_What you should do_
Find the string "Right" in the records and copy each line where it occurs.

** Opening Data for review block **

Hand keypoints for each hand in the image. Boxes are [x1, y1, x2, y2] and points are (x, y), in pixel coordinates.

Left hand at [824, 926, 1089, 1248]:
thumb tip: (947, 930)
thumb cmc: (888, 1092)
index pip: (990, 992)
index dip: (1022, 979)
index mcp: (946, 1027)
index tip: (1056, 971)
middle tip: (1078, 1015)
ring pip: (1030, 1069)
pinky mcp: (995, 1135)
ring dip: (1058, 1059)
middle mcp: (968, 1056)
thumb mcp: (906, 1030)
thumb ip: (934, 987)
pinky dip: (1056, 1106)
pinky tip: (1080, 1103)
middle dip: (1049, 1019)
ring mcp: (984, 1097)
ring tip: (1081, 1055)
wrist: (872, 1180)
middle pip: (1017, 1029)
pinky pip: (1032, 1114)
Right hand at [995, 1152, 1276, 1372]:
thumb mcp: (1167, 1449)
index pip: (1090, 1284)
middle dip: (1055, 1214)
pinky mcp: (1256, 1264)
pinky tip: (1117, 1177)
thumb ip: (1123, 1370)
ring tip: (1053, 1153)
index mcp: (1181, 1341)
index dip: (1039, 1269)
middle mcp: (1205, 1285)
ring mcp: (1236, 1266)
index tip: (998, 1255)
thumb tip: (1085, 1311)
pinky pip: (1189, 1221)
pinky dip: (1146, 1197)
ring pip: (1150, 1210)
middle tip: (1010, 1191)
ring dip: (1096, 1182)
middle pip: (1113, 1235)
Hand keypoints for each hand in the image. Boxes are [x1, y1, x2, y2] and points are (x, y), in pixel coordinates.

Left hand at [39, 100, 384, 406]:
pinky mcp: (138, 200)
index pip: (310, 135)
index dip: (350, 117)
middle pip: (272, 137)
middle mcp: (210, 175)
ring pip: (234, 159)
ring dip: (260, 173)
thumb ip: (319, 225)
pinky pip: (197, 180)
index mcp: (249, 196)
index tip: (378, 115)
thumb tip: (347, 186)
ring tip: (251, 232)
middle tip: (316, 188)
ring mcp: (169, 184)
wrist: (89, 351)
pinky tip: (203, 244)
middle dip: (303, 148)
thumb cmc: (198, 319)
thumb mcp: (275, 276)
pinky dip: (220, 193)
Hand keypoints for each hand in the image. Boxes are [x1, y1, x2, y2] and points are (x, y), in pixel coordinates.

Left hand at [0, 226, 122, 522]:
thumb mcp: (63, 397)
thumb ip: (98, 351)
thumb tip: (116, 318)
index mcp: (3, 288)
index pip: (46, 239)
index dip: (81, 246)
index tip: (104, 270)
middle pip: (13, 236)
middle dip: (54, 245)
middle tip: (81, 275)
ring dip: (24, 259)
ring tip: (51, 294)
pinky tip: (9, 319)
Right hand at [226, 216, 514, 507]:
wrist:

** Closing Data for review block **
** Opening Data for review block **

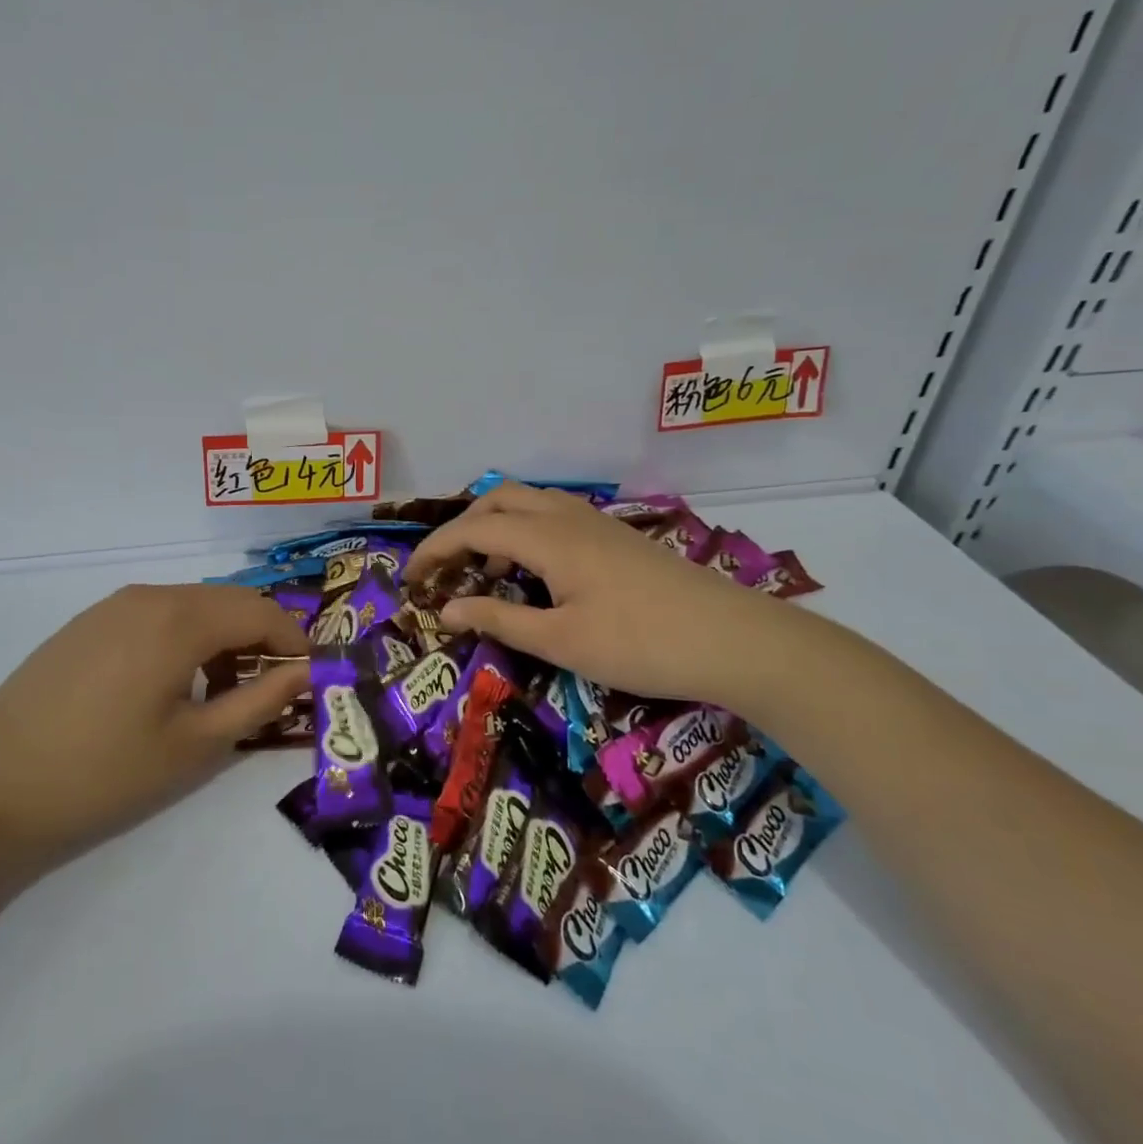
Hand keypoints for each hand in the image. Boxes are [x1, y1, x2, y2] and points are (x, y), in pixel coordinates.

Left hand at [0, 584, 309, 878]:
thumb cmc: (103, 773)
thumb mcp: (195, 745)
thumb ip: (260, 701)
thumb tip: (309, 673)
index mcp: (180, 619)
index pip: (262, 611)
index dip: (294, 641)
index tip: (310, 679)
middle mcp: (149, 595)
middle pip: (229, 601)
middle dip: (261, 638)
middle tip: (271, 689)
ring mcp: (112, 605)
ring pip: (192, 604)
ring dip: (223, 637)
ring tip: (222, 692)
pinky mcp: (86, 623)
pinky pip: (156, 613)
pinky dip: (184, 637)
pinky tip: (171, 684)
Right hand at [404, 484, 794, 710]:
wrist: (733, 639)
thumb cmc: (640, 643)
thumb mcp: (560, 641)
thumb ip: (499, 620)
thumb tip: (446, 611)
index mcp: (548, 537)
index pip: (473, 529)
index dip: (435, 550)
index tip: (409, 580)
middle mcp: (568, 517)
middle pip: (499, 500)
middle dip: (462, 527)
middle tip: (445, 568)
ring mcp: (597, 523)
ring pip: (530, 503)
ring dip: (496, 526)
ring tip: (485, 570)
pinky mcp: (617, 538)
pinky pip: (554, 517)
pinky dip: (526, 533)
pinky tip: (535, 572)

** Closing Data for review block **

_Answer for the task_
Right hand at [995, 1152, 1276, 1372]:
Right hand at [226, 216, 514, 507]:
Right hand at [404, 484, 794, 710]:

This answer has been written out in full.